▸ **Task requirements**
Each record that comes next should be output exactly; pictures do not belong in the copy.

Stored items
● ● ● ● ● ● ●

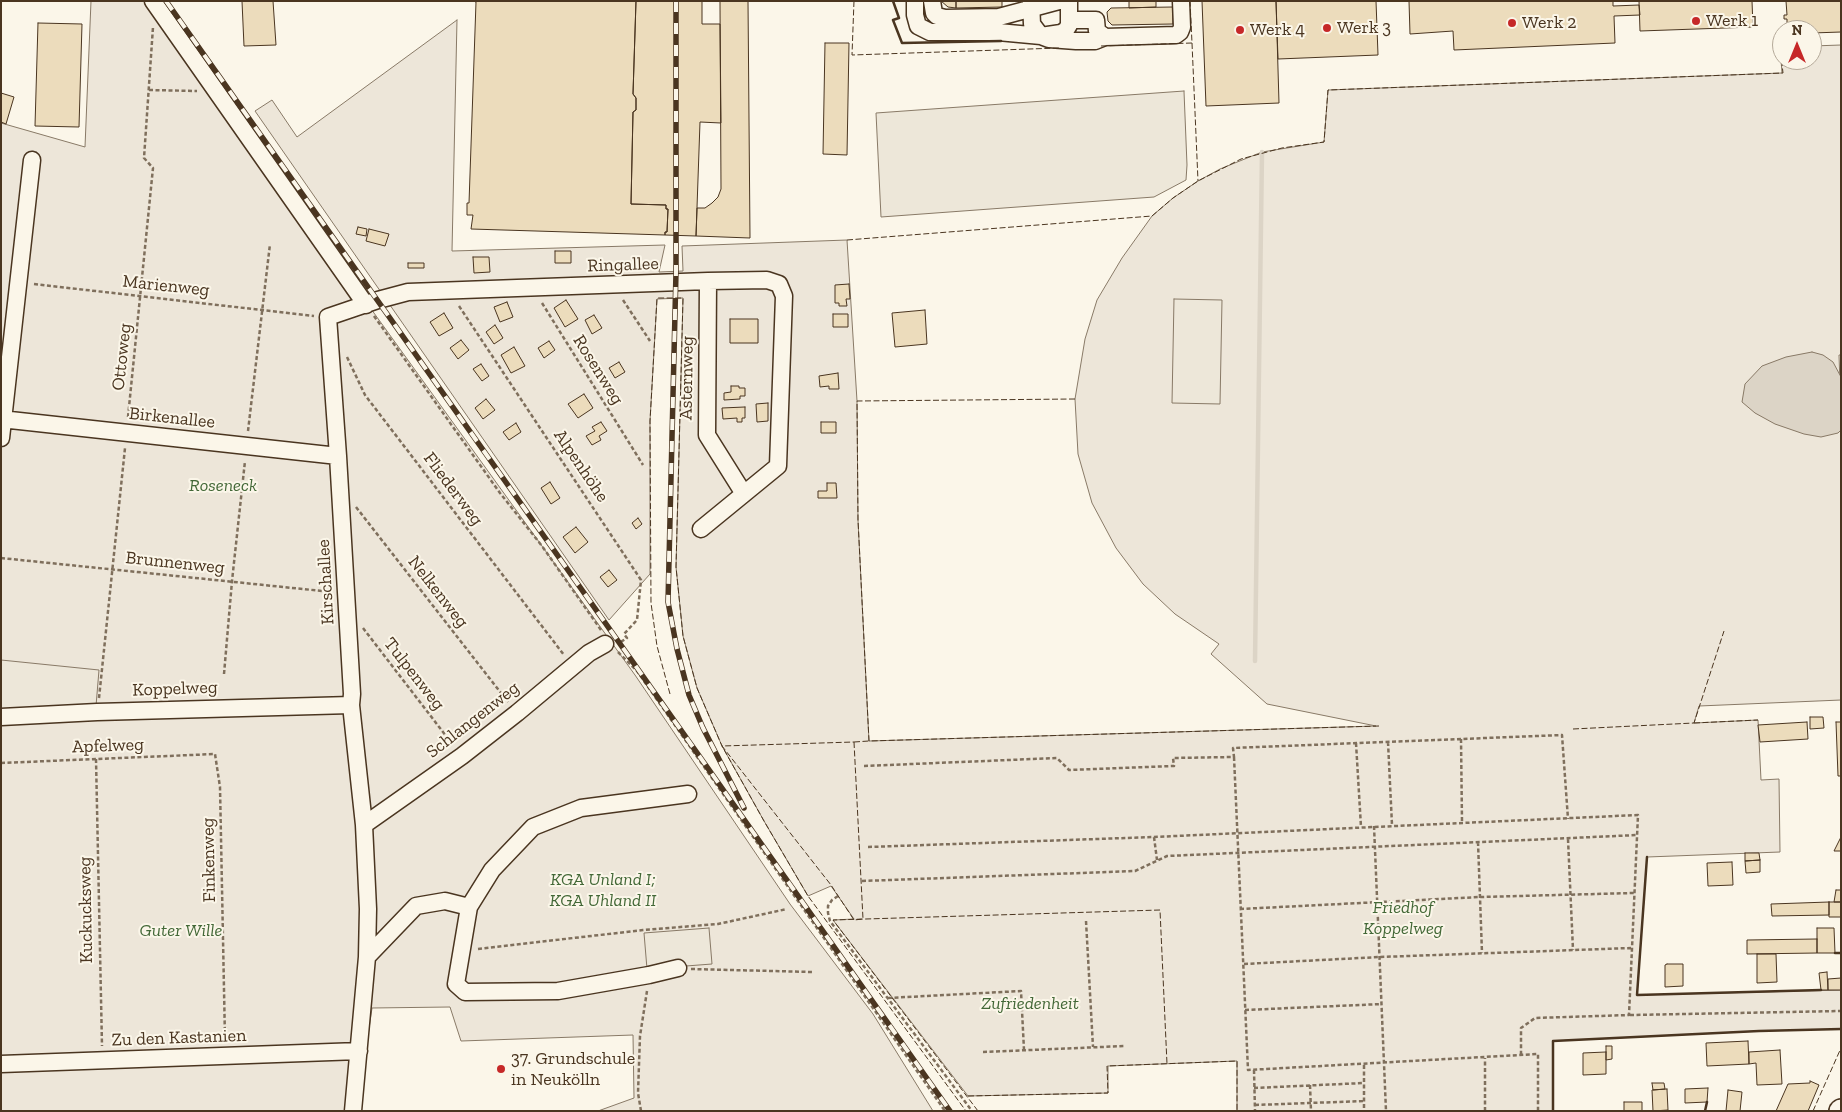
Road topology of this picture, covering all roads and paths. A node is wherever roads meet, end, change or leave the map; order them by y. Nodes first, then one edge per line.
1 (915, 1) edge
2 (932, 1) edge
3 (1059, 1) edge
4 (1070, 1) edge
5 (1181, 1) edge
6 (156, 5) edge
7 (1031, 5) edge
8 (1068, 20) junction
9 (1041, 36) junction
10 (1105, 37) junction
11 (215, 89) junction
12 (149, 90) junction
13 (32, 160) dead end
14 (708, 281) junction
15 (18, 282) junction
16 (614, 286) junction
17 (532, 287) junction
18 (449, 290) junction
19 (141, 296) junction
20 (366, 305) junction
21 (328, 317) junction
22 (650, 342) dead end
23 (344, 352) dead end
24 (2, 420) edge
25 (127, 433) junction
26 (1, 438) edge
27 (338, 456) junction
28 (643, 465) dead end
29 (340, 486) junction
30 (744, 494) junction
31 (701, 529) dead end
32 (1, 558) edge
33 (112, 569) junction
34 (347, 600) junction
35 (609, 645) junction
36 (573, 666) junction
37 (351, 704) junction
38 (97, 712) junction
39 (517, 713) junction
40 (1, 717) edge
41 (1460, 739) junction
42 (1388, 742) junction
43 (1356, 743) junction
44 (215, 754) joint
45 (462, 756) junction
46 (1234, 757) junction
47 (96, 759) junction
48 (1, 763) edge
49 (864, 766) dead end
50 (688, 794) dead end
51 (1568, 819) junction
52 (1462, 822) junction
53 (364, 825) junction
54 (1374, 826) junction
55 (1392, 826) junction
56 (1361, 827) junction
57 (1237, 833) junction
58 (1638, 835) junction
59 (1154, 837) junction
60 (1568, 839) junction
61 (1478, 842) junction
62 (1375, 846) junction
63 (868, 847) dead end
64 (1238, 853) junction
65 (1157, 860) junction
66 (862, 881) dead end
67 (1634, 893) junction
68 (1571, 895) junction
69 (838, 896) dead end
70 (1480, 897) junction
71 (1378, 902) junction
72 (469, 907) junction
73 (787, 909) dead end
74 (1240, 909) junction
75 (1086, 922) dead end
76 (1631, 948) junction
77 (1573, 950) junction
78 (461, 951) junction
79 (1482, 953) junction
80 (367, 957) junction
81 (1380, 957) junction
82 (1244, 964) junction
83 (678, 968) joint
84 (812, 972) dead end
85 (649, 975) junction
86 (888, 998) junction
87 (1382, 1004) junction
88 (1245, 1010) junction
89 (1841, 1011) edge
90 (1629, 1015) junction
91 (1125, 1046) dead end
92 (1093, 1047) junction
93 (1024, 1050) junction
94 (359, 1051) junction
95 (983, 1052) dead end
96 (1521, 1056) junction
97 (226, 1057) junction
98 (1485, 1058) junction
99 (102, 1060) junction
100 (1, 1064) edge
101 (1384, 1064) junction
102 (1364, 1065) junction
103 (1254, 1070) junction
104 (1364, 1084) junction
105 (1310, 1085) junction
106 (1254, 1088) junction
107 (1364, 1101) junction
108 (1310, 1104) junction
109 (1254, 1105) junction
110 (353, 1111) edge
111 (641, 1111) edge
112 (945, 1111) edge
113 (972, 1111) edge
114 (1255, 1111) edge
115 (1311, 1111) edge
116 (1364, 1111) edge
117 (1386, 1111) edge
118 (1485, 1111) edge
119 (1538, 1111) edge

1 - 9 street
2 - 7 street
3 - 7 street
4 - 8 street
5 - 10 street
6 - 11 street
6 - 12 path, Ottoweg
7 - 9 street
8 - 9 street
8 - 10 street
9 - 10 street
11 - 12 path
11 - 20 street
12 - 19 path, Ottoweg
13 - 15 street
14 - 16 street, Ringallee
14 - 30 street, Asternweg
14 - 30 street, Ringallee
15 - 19 path, Marienweg
15 - 24 street
16 - 17 street, Ringallee
16 - 22 path
17 - 18 street, Ringallee
17 - 28 path, Rosenweg
18 - 20 street, Ringallee
18 - 35 path, Alpenhöhe
19 - 21 path, Marienweg
19 - 25 path, Ottoweg
20 - 21 street, Ringallee
20 - 35 path
21 - 27 street
23 - 36 path, Fliederweg
24 - 25 street, Birkenallee
24 - 26 street
25 - 27 street, Birkenallee
25 - 33 path, Ottoweg
27 - 29 street, Kirschallee
29 - 34 street, Kirschallee
29 - 39 path, Nelkenweg
30 - 31 street, Ringallee
32 - 33 path, Brunnenweg
33 - 34 path, Brunnenweg
33 - 38 path, Ottoweg
34 - 37 street, Kirschallee
34 - 45 path, Tulpenweg
35 - 36 street, Schlangenweg
35 - 112 path
36 - 39 street, Schlangenweg
37 - 38 street, Koppelweg
37 - 53 street
38 - 40 street, Koppelweg
39 - 45 street, Schlangenweg
41 - 42 path
41 - 51 path
41 - 52 path
42 - 43 path
42 - 55 path
43 - 46 path
43 - 56 path
44 - 47 path, Apfelweg
44 - 97 path, Finkenweg
45 - 53 street, Schlangenweg
46 - 49 path
46 - 57 path
47 - 48 path, Apfelweg
47 - 99 path, Kuckucksweg
50 - 72 street
51 - 52 path
51 - 58 path
52 - 55 path
53 - 80 street
54 - 55 path
54 - 56 path
54 - 62 path
56 - 57 path
57 - 59 path
57 - 64 path
58 - 60 path
58 - 67 path
59 - 63 path
59 - 65 path
60 - 61 path
60 - 68 path
61 - 62 path
61 - 70 path
62 - 64 path
62 - 71 path
64 - 65 path
64 - 74 path
65 - 66 path
67 - 68 path
67 - 76 path
68 - 70 path
68 - 77 path
69 - 86 path
70 - 71 path
70 - 79 path
71 - 74 path
71 - 81 path
72 - 78 street
72 - 80 street
73 - 78 path
74 - 82 path
75 - 92 path
76 - 77 path
76 - 90 path
77 - 79 path
78 - 85 street
79 - 81 path
80 - 94 street
81 - 82 path
81 - 87 path
82 - 88 path
83 - 84 path
83 - 85 street
85 - 111 path
86 - 93 path
86 - 113 path
87 - 88 path
87 - 101 path
88 - 103 path
89 - 90 path
90 - 96 path
91 - 92 path
92 - 93 path
93 - 95 path
94 - 97 street, Zu den Kastanien
94 - 110 street
96 - 98 path
96 - 119 path
97 - 99 street, Zu den Kastanien
98 - 101 path
98 - 118 path
99 - 100 street, Zu den Kastanien
101 - 102 path
101 - 117 path
102 - 103 path
102 - 104 path
103 - 106 path
104 - 105 path
104 - 107 path
105 - 106 path
105 - 108 path
106 - 109 path
107 - 108 path
107 - 116 path
108 - 109 path
108 - 115 path
109 - 114 path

● ● ● ● ● ● ●

▸ **Result**
Road topology of this picture, covering all roads and paths. A node is wherever roads meet, end, change or leave the map; order them by y. Nodes first, then one edge per line.
1 (915, 1) edge
2 (932, 1) edge
3 (1059, 1) edge
4 (1070, 1) edge
5 (1181, 1) edge
6 (156, 5) edge
7 (1031, 5) edge
8 (1068, 20) junction
9 (1041, 36) junction
10 (1105, 37) junction
11 (215, 89) junction
12 (149, 90) junction
13 (32, 160) dead end
14 (708, 281) junction
15 (18, 282) junction
16 (614, 286) junction
17 (532, 287) junction
18 (449, 290) junction
19 (141, 296) junction
20 (366, 305) junction
21 (328, 317) junction
22 (650, 342) dead end
23 (344, 352) dead end
24 (2, 420) edge
25 (127, 433) junction
26 (1, 438) edge
27 (338, 456) junction
28 (643, 465) dead end
29 (340, 486) junction
30 (744, 494) junction
31 (701, 529) dead end
32 (1, 558) edge
33 (112, 569) junction
34 (347, 600) junction
35 (609, 645) junction
36 (573, 666) junction
37 (351, 704) junction
38 (97, 712) junction
39 (517, 713) junction
40 (1, 717) edge
41 (1460, 739) junction
42 (1388, 742) junction
43 (1356, 743) junction
44 (215, 754) joint
45 (462, 756) junction
46 (1234, 757) junction
47 (96, 759) junction
48 (1, 763) edge
49 (864, 766) dead end
50 (688, 794) dead end
51 (1568, 819) junction
52 (1462, 822) junction
53 (364, 825) junction
54 (1374, 826) junction
55 (1392, 826) junction
56 (1361, 827) junction
57 (1237, 833) junction
58 (1638, 835) junction
59 (1154, 837) junction
60 (1568, 839) junction
61 (1478, 842) junction
62 (1375, 846) junction
63 (868, 847) dead end
64 (1238, 853) junction
65 (1157, 860) junction
66 (862, 881) dead end
67 (1634, 893) junction
68 (1571, 895) junction
69 (838, 896) dead end
70 (1480, 897) junction
71 (1378, 902) junction
72 (469, 907) junction
73 (787, 909) dead end
74 (1240, 909) junction
75 (1086, 922) dead end
76 (1631, 948) junction
77 (1573, 950) junction
78 (461, 951) junction
79 (1482, 953) junction
80 (367, 957) junction
81 (1380, 957) junction
82 (1244, 964) junction
83 (678, 968) joint
84 (812, 972) dead end
85 (649, 975) junction
86 (888, 998) junction
87 (1382, 1004) junction
88 (1245, 1010) junction
89 (1841, 1011) edge
90 (1629, 1015) junction
91 (1125, 1046) dead end
92 (1093, 1047) junction
93 (1024, 1050) junction
94 (359, 1051) junction
95 (983, 1052) dead end
96 (1521, 1056) junction
97 (226, 1057) junction
98 (1485, 1058) junction
99 (102, 1060) junction
100 (1, 1064) edge
101 (1384, 1064) junction
102 (1364, 1065) junction
103 (1254, 1070) junction
104 (1364, 1084) junction
105 (1310, 1085) junction
106 (1254, 1088) junction
107 (1364, 1101) junction
108 (1310, 1104) junction
109 (1254, 1105) junction
110 (353, 1111) edge
111 (641, 1111) edge
112 (945, 1111) edge
113 (972, 1111) edge
114 (1255, 1111) edge
115 (1311, 1111) edge
116 (1364, 1111) edge
117 (1386, 1111) edge
118 (1485, 1111) edge
119 (1538, 1111) edge

1 - 9 street
2 - 7 street
3 - 7 street
4 - 8 street
5 - 10 street
6 - 11 street
6 - 12 path, Ottoweg
7 - 9 street
8 - 9 street
8 - 10 street
9 - 10 street
11 - 12 path
11 - 20 street
12 - 19 path, Ottoweg
13 - 15 street
14 - 16 street, Ringallee
14 - 30 street, Asternweg
14 - 30 street, Ringallee
15 - 19 path, Marienweg
15 - 24 street
16 - 17 street, Ringallee
16 - 22 path
17 - 18 street, Ringallee
17 - 28 path, Rosenweg
18 - 20 street, Ringallee
18 - 35 path, Alpenhöhe
19 - 21 path, Marienweg
19 - 25 path, Ottoweg
20 - 21 street, Ringallee
20 - 35 path
21 - 27 street
23 - 36 path, Fliederweg
24 - 25 street, Birkenallee
24 - 26 street
25 - 27 street, Birkenallee
25 - 33 path, Ottoweg
27 - 29 street, Kirschallee
29 - 34 street, Kirschallee
29 - 39 path, Nelkenweg
30 - 31 street, Ringallee
32 - 33 path, Brunnenweg
33 - 34 path, Brunnenweg
33 - 38 path, Ottoweg
34 - 37 street, Kirschallee
34 - 45 path, Tulpenweg
35 - 36 street, Schlangenweg
35 - 112 path
36 - 39 street, Schlangenweg
37 - 38 street, Koppelweg
37 - 53 street
38 - 40 street, Koppelweg
39 - 45 street, Schlangenweg
41 - 42 path
41 - 51 path
41 - 52 path
42 - 43 path
42 - 55 path
43 - 46 path
43 - 56 path
44 - 47 path, Apfelweg
44 - 97 path, Finkenweg
45 - 53 street, Schlangenweg
46 - 49 path
46 - 57 path
47 - 48 path, Apfelweg
47 - 99 path, Kuckucksweg
50 - 72 street
51 - 52 path
51 - 58 path
52 - 55 path
53 - 80 street
54 - 55 path
54 - 56 path
54 - 62 path
56 - 57 path
57 - 59 path
57 - 64 path
58 - 60 path
58 - 67 path
59 - 63 path
59 - 65 path
60 - 61 path
60 - 68 path
61 - 62 path
61 - 70 path
62 - 64 path
62 - 71 path
64 - 65 path
64 - 74 path
65 - 66 path
67 - 68 path
67 - 76 path
68 - 70 path
68 - 77 path
69 - 86 path
70 - 71 path
70 - 79 path
71 - 74 path
71 - 81 path
72 - 78 street
72 - 80 street
73 - 78 path
74 - 82 path
75 - 92 path
76 - 77 path
76 - 90 path
77 - 79 path
78 - 85 street
79 - 81 path
80 - 94 street
81 - 82 path
81 - 87 path
82 - 88 path
83 - 84 path
83 - 85 street
85 - 111 path
86 - 93 path
86 - 113 path
87 - 88 path
87 - 101 path
88 - 103 path
89 - 90 path
90 - 96 path
91 - 92 path
92 - 93 path
93 - 95 path
94 - 97 street, Zu den Kastanien
94 - 110 street
96 - 98 path
96 - 119 path
97 - 99 street, Zu den Kastanien
98 - 101 path
98 - 118 path
99 - 100 street, Zu den Kastanien
101 - 102 path
101 - 117 path
102 - 103 path
102 - 104 path
103 - 106 path
104 - 105 path
104 - 107 path
105 - 106 path
105 - 108 path
106 - 109 path
107 - 108 path
107 - 116 path
108 - 109 path
108 - 115 path
109 - 114 path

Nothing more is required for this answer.